X-rays do not cause short-term health complications. But radiation doses may build up in the body over time. The more x-rays you have the more radiation there will be. This can raise the risk of some cancers. The risk is higher in children and women who could get or are pregnant.
Lead safety shields are used during x-rays. They help lower the amount of radiation to the body.
Problems are rare, but all procedures have some risk. The doctor will go over some problems that could happen, such as:
- Reaction to the contrast material
- Injury to the duct
What to Expect
Prior to Procedure
The care team may meet with you to talk about:
- Any allergies you may have
- Current medicines, herbs, and supplements that you take and whether you need to stop taking them before the procedure
- Avoiding squeezing any discharge from the nipple in the days before the test
- Not using deodorant, powders, lotions, or perfumes on the breasts or under the arms
Description of the Procedure
There are different ways to do this procedure. You will be asked to lie on your back. The nipple will be cleaned. The breast will be squeezed to release discharge. This will help the doctor find out which duct the discharge is coming from. A small, flexible tube will be inserted into the milk duct. Contrast material will be injected through this tube. X-rays will be taken of the breast after the contrast material is injected. The tube will be removed and a small bandage or pad will be placed over the nipple.
How Long Will It Take?
30 to 60 minutes
Will It Hurt?
Discomfort and breast discharge are common in first 2 to 3 days. Medicine and home care can help.
You can return to normal activities. The doctor will talk to you about your test results.
Call Your Doctor
Call the doctor if you are not getting better or you have:
- Signs of an infection, such as fever or chills
- Redness or swelling of the breast
- Bloody discharge from the nipple
- Pain that does not go away
If you think you have an emergency, call for medical help right away.
Office on Women’s Health—US Department of Health and Human Services http://www.womenshealth.gov
Radiology Info—Radiological Society of North America http://www.radiologyinfo.org
Health Canada https://www.canada.ca
Women's Health Matters http://www.womenshealthmatters.ca
Breast cancer.
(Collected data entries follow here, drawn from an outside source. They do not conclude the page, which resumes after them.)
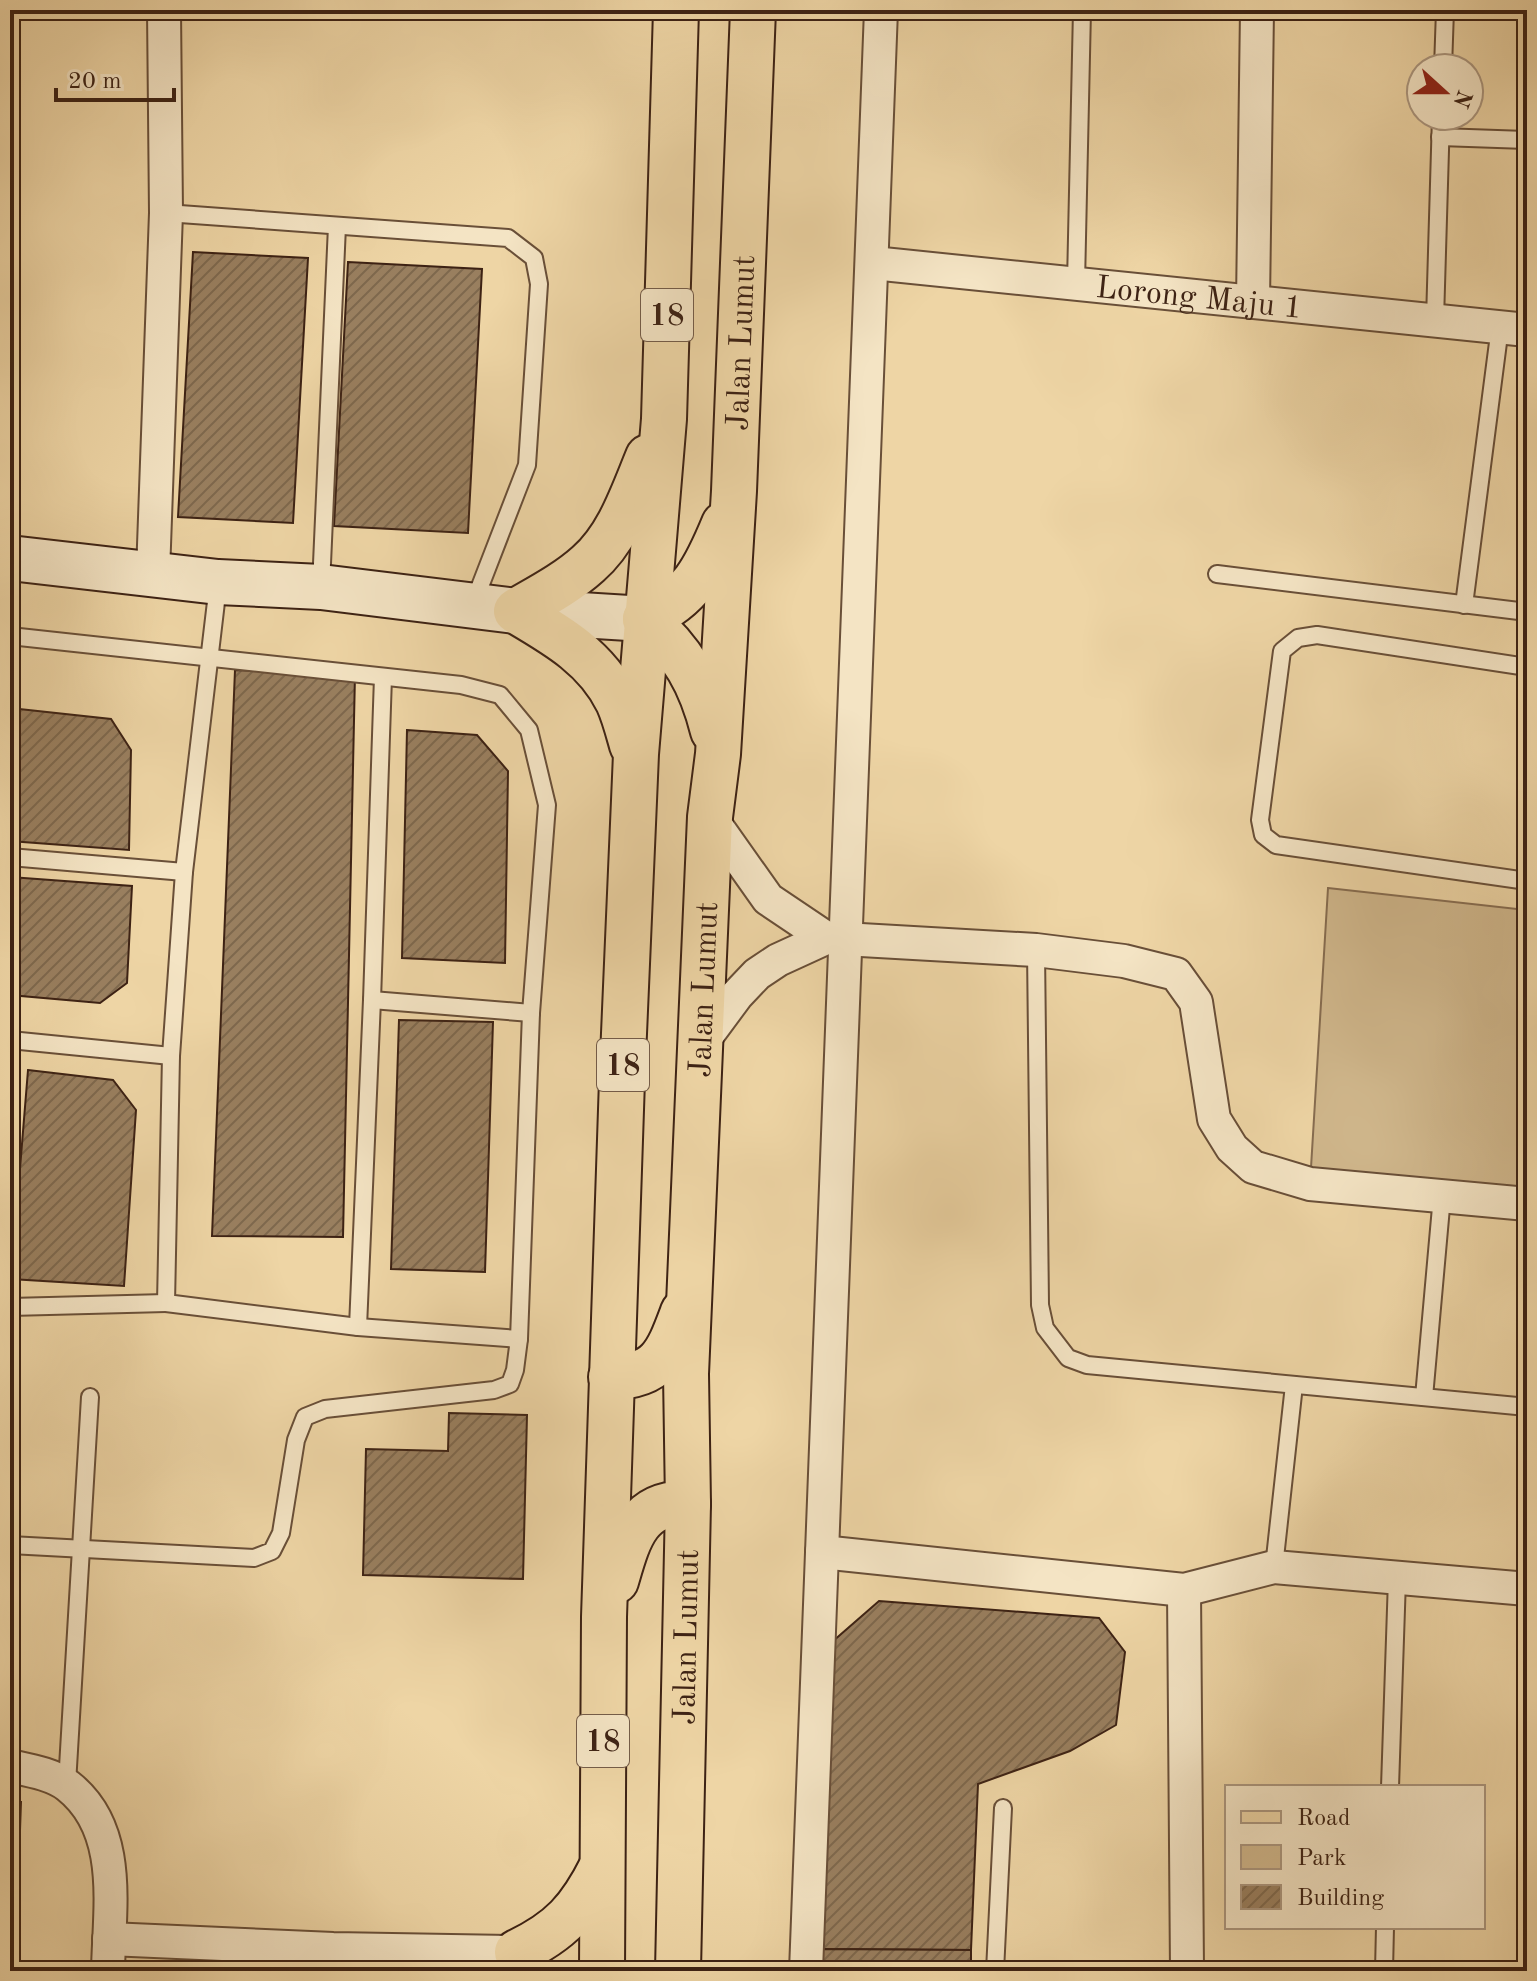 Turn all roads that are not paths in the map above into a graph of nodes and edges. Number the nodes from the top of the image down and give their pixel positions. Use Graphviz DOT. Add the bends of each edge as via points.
graph roads {
  1 [pos="164,10"];
  2 [pos="676,10"];
  3 [pos="753,10"];
  4 [pos="881,10"];
  5 [pos="1082,10"];
  6 [pos="1257,10"];
  7 [pos="1445,10"];
  8 [pos="1444,52"];
  9 [pos="1440,132"];
  10 [pos="1440,137"];
  11 [pos="1527,140"];
  12 [pos="166,213"];
  13 [pos="337,226"];
  14 [pos="873,263"];
  15 [pos="1076,283"];
  16 [pos="1253,302"];
  17 [pos="1435,320"];
  18 [pos="1513,328"];
  19 [pos="664,419"];
  20 [pos="734,491"];
  21 [pos="10,558"];
  22 [pos="153,573"];
  23 [pos="1217,574"];
  24 [pos="218,582"];
  25 [pos="321,587"];
  26 [pos="1464,605"];
  27 [pos="472,606"];
  28 [pos="516,611"];
  29 [pos="1527,612"];
  30 [pos="645,619"];
  31 [pos="10,636"];
  32 [pos="211,659"];
  33 [pos="1527,667"];
  34 [pos="383,677"];
  35 [pos="636,754"];
  36 [pos="718,754"];
  37 [pos="710,817"];
  38 [pos="10,857"];
  39 [pos="184,872"];
  40 [pos="1527,881"];
  41 [pos="836,939"];
  42 [pos="1036,950"];
  43 [pos="372,1000"];
  44 [pos="531,1013"];
  45 [pos="10,1040"];
  46 [pos="700,1045"];
  47 [pos="171,1056"];
  48 [pos="1442,1196"];
  49 [pos="1527,1204"];
  50 [pos="690,1251"];
  51 [pos="166,1303"];
  52 [pos="10,1307"];
  53 [pos="358,1327"];
  54 [pos="519,1339"];
  55 [pos="611,1377"];
  56 [pos="1294,1385"];
  57 [pos="90,1397"];
  58 [pos="1424,1397"];
  59 [pos="1527,1407"];
  60 [pos="688,1504"];
  61 [pos="10,1545"];
  62 [pos="81,1549"];
  63 [pos="822,1552"];
  64 [pos="1274,1567"];
  65 [pos="1397,1579"];
  66 [pos="1527,1589"];
  67 [pos="1184,1590"];
  68 [pos="604,1617"];
  69 [pos="10,1766"];
  70 [pos="67,1784"];
  71 [pos="1390,1785"];
  72 [pos="1003,1808"];
  73 [pos="602,1865"];
  74 [pos="1385,1929"];
  75 [pos="109,1939"];
  76 [pos="333,1960"];
  77 [pos="517,1962"];
  78 [pos="108,1971"];
  79 [pos="556,1971"];
  80 [pos="602,1971"];
  81 [pos="678,1971"];
  82 [pos="806,1971"];
  83 [pos="995,1971"];
  84 [pos="1187,1971"];
  85 [pos="1384,1971"];
  1 -- 12 [label="street"];
  2 -- 19 [label="main road, 18"];
  3 -- 20 [label="main road, Jalan Lumut / 18"];
  4 -- 14 [label="street"];
  5 -- 15 [label="lane"];
  6 -- 16 [label="street"];
  7 -- 8 [label="lane"];
  9 -- 10 [label="lane"];
  10 -- 11 [label="lane"];
  10 -- 17 [label="lane"];
  12 -- 13 [label="lane"];
  12 -- 22 [label="street"];
  13 -- 25 [label="lane"];
  13 -- 27 [label="lane" via="508,238 534,258 539,284 527,465"];
  14 -- 15 [label="street, Lorong Maju 1"];
  14 -- 41 [label="street"];
  15 -- 16 [label="street, Lorong Maju 1"];
  16 -- 17 [label="street, Lorong Maju 1"];
  17 -- 18 [label="street, Lorong Maju 1"];
  18 -- 26 [label="lane"];
  19 -- 28 [label="main road" via="612,535 590,563"];
  19 -- 30 [label="main road, 18"];
  20 -- 30 [label="main road" via="701,575 668,609"];
  20 -- 36 [label="main road, Jalan Lumut / 18"];
  21 -- 22 [label="street"];
  22 -- 24 [label="street"];
  23 -- 26 [label="lane"];
  24 -- 25 [label="street"];
  24 -- 32 [label="lane"];
  25 -- 27 [label="street"];
  26 -- 29 [label="lane"];
  27 -- 28 [label="street"];
  28 -- 30 [label="street"];
  28 -- 35 [label="main road" via="597,668 618,702"];
  30 -- 35 [label="main road, 18"];
  30 -- 36 [label="main road" via="690,669 708,710"];
  31 -- 32 [label="lane"];
  32 -- 34 [label="lane"];
  32 -- 39 [label="lane"];
  33 -- 40 [label="lane" via="1317,635 1298,638 1282,651 1260,820 1263,835 1276,845"];
  34 -- 43 [label="lane"];
  34 -- 44 [label="lane" via="500,695 529,730 547,805"];
  35 -- 55 [label="main road, 18"];
  36 -- 37 [label="main road, Jalan Lumut / 18"];
  37 -- 41 [label="street" via="768,899"];
  37 -- 46 [label="main road, Jalan Lumut / 18"];
  38 -- 39 [label="lane"];
  39 -- 47 [label="lane"];
  41 -- 42 [label="street"];
  41 -- 46 [label="street" via="778,960 757,974"];
  41 -- 63 [label="street"];
  42 -- 48 [label="street" via="1124,961 1176,974 1196,1002 1214,1119 1232,1148 1253,1167 1310,1184"];
  42 -- 56 [label="lane" via="1040,1305 1045,1328 1068,1358 1087,1365"];
  43 -- 44 [label="lane"];
  43 -- 53 [label="lane"];
  44 -- 54 [label="lane"];
  45 -- 47 [label="lane"];
  46 -- 50 [label="main road, Jalan Lumut / 18"];
  47 -- 51 [label="lane"];
  48 -- 49 [label="street"];
  48 -- 58 [label="lane"];
  50 -- 55 [label="main road" via="687,1302 670,1346 656,1365 632,1377"];
  50 -- 60 [label="main road, Jalan Lumut / 18"];
  51 -- 52 [label="lane"];
  51 -- 53 [label="lane"];
  53 -- 54 [label="lane"];
  54 -- 62 [label="lane" via="510,1384 494,1390 325,1409 305,1417 296,1440 281,1533 272,1551 254,1558"];
  55 -- 68 [label="main road, 18"];
  56 -- 58 [label="lane"];
  56 -- 64 [label="lane"];
  57 -- 62 [label="lane"];
  58 -- 59 [label="lane"];
  60 -- 68 [label="main road" via="649,1512 629,1536"];
  60 -- 81 [label="main road, Jalan Lumut / 18"];
  61 -- 62 [label="lane"];
  62 -- 70 [label="lane"];
  63 -- 67 [label="street"];
  63 -- 82 [label="street"];
  64 -- 65 [label="street"];
  64 -- 67 [label="street"];
  65 -- 66 [label="street"];
  65 -- 71 [label="lane"];
  67 -- 84 [label="street"];
  68 -- 73 [label="main road, 18"];
  69 -- 70 [label="street"];
  70 -- 75 [label="street" via="101,1831 110,1864"];
  72 -- 83 [label="lane"];
  73 -- 77 [label="main road" via="562,1926"];
  73 -- 80 [label="main road, 18"];
  74 -- 85 [label="lane"];
  75 -- 76 [label="street"];
  75 -- 78 [label="street"];
  76 -- 77 [label="street"];
  77 -- 79 [label="main road"];
}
American Cancer Society website. Available at: https://www.cancer.org/cancer/breast-cancer.html. Accessed October 15, 2020.
Breast ductography. Radiopaedia website. Available at: http://radiopaedia.org/articles/breast-ductography-1. Accessed October 15, 2020.
Galoctography (ductography). Radiological Society of North America Radiology Info website. Available at: http://www.radiologyinfo.org/en/info.cfm?pg=galactogram. Accessed October 15, 2020.
Kasales CJ, Han B, et al. Nonpuerperal mastitis and subareolar abscess of the breast. AJR Am J Roentgenol. 2014 Feb;202(2):W133-139.
Nonlactational mastitis. EBSCO DynaMed website. Available at: https://www.dynamed.com/condition/nonlactational-mastitis . Accessed October 15, 2020.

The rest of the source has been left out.